PS: Até a barraca abana!
@Shiryu Well, foot. I may grab this next month if I can save some bones after I work on the pickup. Thanks, as always!!
Can anyone give a quick opinion of how this game compares to Manticore? There's so many space epics on Switch right now:
Manticore
Stardust Galaxy Warriors
StarTide
...And others lol
@Jonasty198460 well they compare it to FTL, so I'll say yes.
@MeloMan I was the one reviewing Manticore. While in still images they may look the exact same game, Manticore is a linear game while EVERSPACE keeps throwing surprises at you every single play session. They are both solid arcade space shooters, but you will not come back to play Manticore when you complete it 100% (like I did) but you will keep coming back again and again to EVERSPACE just to see what the game will throw at you on the next sector.
i would almost buy this just because you mentioned a tie figher, oh x-wing and tie fighter, they where great games ( long-ass time ago )
@Mr_Horizon
The only space games i played was freespace and elite dangerous, I put a lot of time in elite, u sold my ps4 so i need something else
@Sculptor
Gameplay:
https://youtu.be/yNO3oOYJrXI
If you don't feel like clicking a link, search for the channel ContraNetwork on YouTube, as of now it's his latest video.
@Shiryu Good to know, that helps, and thank you. With that being said, I hope to still play both. I'm such a sucker for open space related stuff.
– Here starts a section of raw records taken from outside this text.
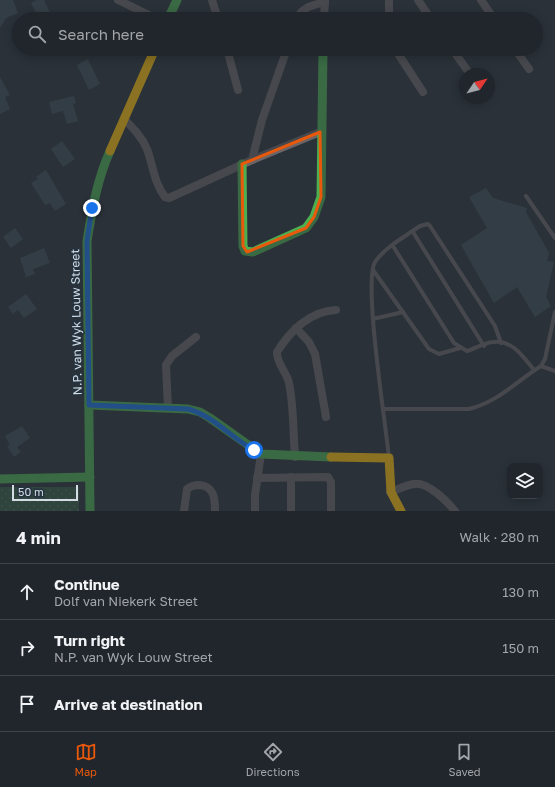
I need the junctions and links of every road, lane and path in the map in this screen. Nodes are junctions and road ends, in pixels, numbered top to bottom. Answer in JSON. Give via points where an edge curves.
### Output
{"nodes":[{"id":1,"x":118,"y":0,"type":"edge"},
{"id":2,"x":177,"y":0,"type":"edge"},
{"id":3,"x":212,"y":0,"type":"edge"},
{"id":4,"x":389,"y":0,"type":"edge"},
{"id":5,"x":418,"y":0,"type":"edge"},
{"id":6,"x":481,"y":0,"type":"edge"},
{"id":7,"x":325,"y":1,"type":"edge"},
{"id":8,"x":143,"y":12,"type":"edge"},
{"id":9,"x":171,"y":12,"type":"edge"},
{"id":10,"x":216,"y":12,"type":"edge"},
{"id":11,"x":300,"y":12,"type":"edge"},
{"id":12,"x":324,"y":12,"type":"edge"},
{"id":13,"x":390,"y":12,"type":"edge"},
{"id":14,"x":426,"y":12,"type":"edge"},
{"id":15,"x":489,"y":12,"type":"edge"},
{"id":16,"x":152,"y":56,"type":"edge"},
{"id":17,"x":229,"y":56,"type":"edge"},
{"id":18,"x":284,"y":56,"type":"edge"},
{"id":19,"x":323,"y":56,"type":"edge"},
{"id":20,"x":400,"y":56,"type":"edge"},
{"id":21,"x":457,"y":56,"type":"edge"},
{"id":22,"x":520,"y":56,"type":"edge"},
{"id":23,"x":466,"y":68,"type":"edge"},
{"id":24,"x":529,"y":69,"type":"dead end"},
{"id":25,"x":238,"y":90,"type":"dead end"},
{"id":26,"x":423,"y":92,"type":"dead end"},
{"id":27,"x":124,"y":119,"type":"junction"},
{"id":28,"x":320,"y":132,"type":"junction"},
{"id":29,"x":252,"y":160,"type":"junction"},
{"id":30,"x":242,"y":164,"type":"junction"},
{"id":31,"x":526,"y":196,"type":"dead end"},
{"id":32,"x":413,"y":232,"type":"junction"},
{"id":33,"x":555,"y":238,"type":"edge"},
{"id":34,"x":394,"y":246,"type":"junction"},
{"id":35,"x":373,"y":270,"type":"junction"},
{"id":36,"x":336,"y":310,"type":"dead end"},
{"id":37,"x":403,"y":312,"type":"junction"},
{"id":38,"x":555,"y":312,"type":"edge"},
{"id":39,"x":373,"y":319,"type":"junction"},
{"id":40,"x":296,"y":328,"type":"junction"},
{"id":41,"x":196,"y":337,"type":"dead end"},
{"id":42,"x":501,"y":342,"type":"junction"},
{"id":43,"x":484,"y":346,"type":"junction"},
{"id":44,"x":460,"y":348,"type":"junction"},
{"id":45,"x":541,"y":366,"type":"junction"},
{"id":46,"x":534,"y":370,"type":"junction"},
{"id":47,"x":555,"y":370,"type":"edge"},
{"id":48,"x":89,"y":405,"type":"junction"},
{"id":49,"x":168,"y":408,"type":"junction"},
{"id":50,"x":384,"y":409,"type":"junction"},
{"id":51,"x":326,"y":417,"type":"dead end"},
{"id":52,"x":261,"y":454,"type":"junction"},
{"id":53,"x":295,"y":457,"type":"junction"},
{"id":54,"x":390,"y":458,"type":"junction"},
{"id":55,"x":90,"y":477,"type":"junction"},
{"id":56,"x":291,"y":477,"type":"junction"},
{"id":57,"x":257,"y":478,"type":"junction"},
{"id":58,"x":0,"y":479,"type":"edge"},
{"id":59,"x":390,"y":492,"type":"junction"},
{"id":60,"x":90,"y":511,"type":"edge"},
{"id":61,"x":184,"y":511,"type":"edge"},
{"id":62,"x":215,"y":511,"type":"edge"},
{"id":63,"x":254,"y":511,"type":"edge"},
{"id":64,"x":291,"y":511,"type":"edge"},
{"id":65,"x":331,"y":511,"type":"edge"},
{"id":66,"x":401,"y":511,"type":"edge"},
{"id":67,"x":455,"y":511,"type":"edge"}],
"edges":[{"from":1,"to":8,"type":"street"},
{"from":2,"to":9,"type":"street"},
{"from":3,"to":10,"type":"street"},
{"from":4,"to":13,"type":"street"},
{"from":5,"to":14,"type":"street"},
{"from":6,"to":15,"type":"street"},
{"from":7,"to":11,"type":"street"},
{"from":7,"to":12,"type":"street"},
{"from":16,"to":27,"type":"street","name":"N.P. van Wyk Louw Street"},
{"from":17,"to":25,"type":"street"},
{"from":18,"to":29,"type":"street","via":[[262,120]]},
{"from":19,"to":28,"type":"street"},
{"from":20,"to":26,"type":"street"},
{"from":21,"to":23,"type":"street"},
{"from":22,"to":24,"type":"street"},
{"from":27,"to":30,"type":"street","via":[[144,144],[158,186],[165,197],[174,196]]},
{"from":27,"to":48,"type":"street","name":"N.P. van Wyk Louw Street","via":[[104,166],[92,208],[87,241]]},
{"from":28,"to":29,"type":"street"},
{"from":28,"to":30,"type":"street","via":[[321,197],[314,217],[302,231],[251,252],[245,251],[243,246]]},
{"from":29,"to":30,"type":"street"},
{"from":31,"to":33,"type":"lane"},
{"from":32,"to":34,"type":"lane"},
{"from":32,"to":42,"type":"lane","via":[[428,224],[434,230],[495,326]]},
{"from":32,"to":43,"type":"lane"},
{"from":34,"to":35,"type":"lane","via":[[375,262]]},
{"from":34,"to":44,"type":"lane","via":[[454,343]]},
{"from":35,"to":37,"type":"lane"},
{"from":35,"to":39,"type":"lane"},
{"from":36,"to":40,"type":"street","via":[[312,317]]},
{"from":37,"to":39,"type":"lane"},
{"from":37,"to":44,"type":"lane","via":[[434,353]]},
{"from":38,"to":45,"type":"lane","via":[[545,359]]},
{"from":39,"to":50,"type":"lane"},
{"from":40,"to":51,"type":"street","via":[[309,342],[315,354]]},
{"from":40,"to":53,"type":"street","via":[[276,355],[286,373],[290,389]]},
{"from":41,"to":49,"type":"street","via":[[172,356],[166,365]]},
{"from":42,"to":43,"type":"lane"},
{"from":42,"to":46,"type":"lane","via":[[517,350]]},
{"from":43,"to":44,"type":"lane","via":[[467,351]]},
{"from":45,"to":46,"type":"lane"},
{"from":45,"to":47,"type":"lane"},
{"from":46,"to":50,"type":"lane","via":[[495,399],[470,409]]},
{"from":48,"to":49,"type":"street"},
{"from":48,"to":55,"type":"street","name":"N.P. van Wyk Louw Street"},
{"from":49,"to":52,"type":"street","via":[[200,412]]},
{"from":50,"to":54,"type":"lane"},
{"from":52,"to":53,"type":"street"},
{"from":52,"to":57,"type":"street"},
{"from":53,"to":54,"type":"street"},
{"from":54,"to":59,"type":"street"},
{"from":55,"to":58,"type":"street"},
{"from":55,"to":60,"type":"street","name":"N.P. van Wyk Louw Street"},
{"from":56,"to":57,"type":"street"},
{"from":56,"to":64,"type":"street"},
{"from":56,"to":65,"type":"street","via":[[328,477],[331,482]]},
{"from":57,"to":63,"type":"street"},
{"from":59,"to":66,"type":"street"},
{"from":59,"to":67,"type":"street","via":[[421,484]]},
{"from":61,"to":62,"type":"street","via":[[187,489],[195,485],[206,486],[213,492]]}]}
Then there's Starlink to scratch that space-down-to-planet itch I've had for quite a while...
@MeloMan You will be well served with both. But please note that Stardust Galaxy Warriors is a (damn fine)side scrolling shmup and can't really be put in the same category as this.
It's the last day of 20% off on the UK Store. It's currently £28.79 but will go up to £35.99 tomorrow: https://www.nintendo.co.uk/Games/Nintendo-Switch-download-software/EVERSPACE-Stellar-Edition-1424599.html
@Jonasty198460 Incredible amount actually. I bought this early on in its life through GoG and put a good many hours on it. It at first is amazing but you wonder if it will feel thin. As you slowly get a little stronger by each death as you accumulate more to up the quality of the default ship things get better. You grow out more, get more ships to do that too with, and each space you jump into you can get deeper into a pretty dark story.
The game is good for mining and drops but also some random easy as well as just evil spots, you never know. It's very much like TIE Fighter or Wing Commander in many ways if it was directly turned into a ROGUE style game except it's not turn based. It's addicting, yet easy to pick up and play for 10min or 2 hours depending how long you want to commit.
If I didn't have this already on my computer I'd buy it, but as a download only, not a chance especially full price again. If it went physical I'd strongly change my mind, or if some super deep 50% plus cut hit just for the portability factor.
@Shiryu you didnt have me convinced this was for me until you said Freelancer.
Worth it because it also has all the extra DLC content, another 10 hours, from the expansion included
I'm a huge space simcade fan in general, at least back from the heyday of space sims (Freespace, IWar, etc.) For some reason I just can't get into this one. The "Souls" like combat and rogue-like loop feel kind of offputting to me. I have it on X1, and played it a few times, I'd like to try again, but it never really hooked me like those classics. I also haven't been able to get into Elite Dangerous, but I know that game CAN hook me, if I could actually figure out how to dock my darn ship in reverse....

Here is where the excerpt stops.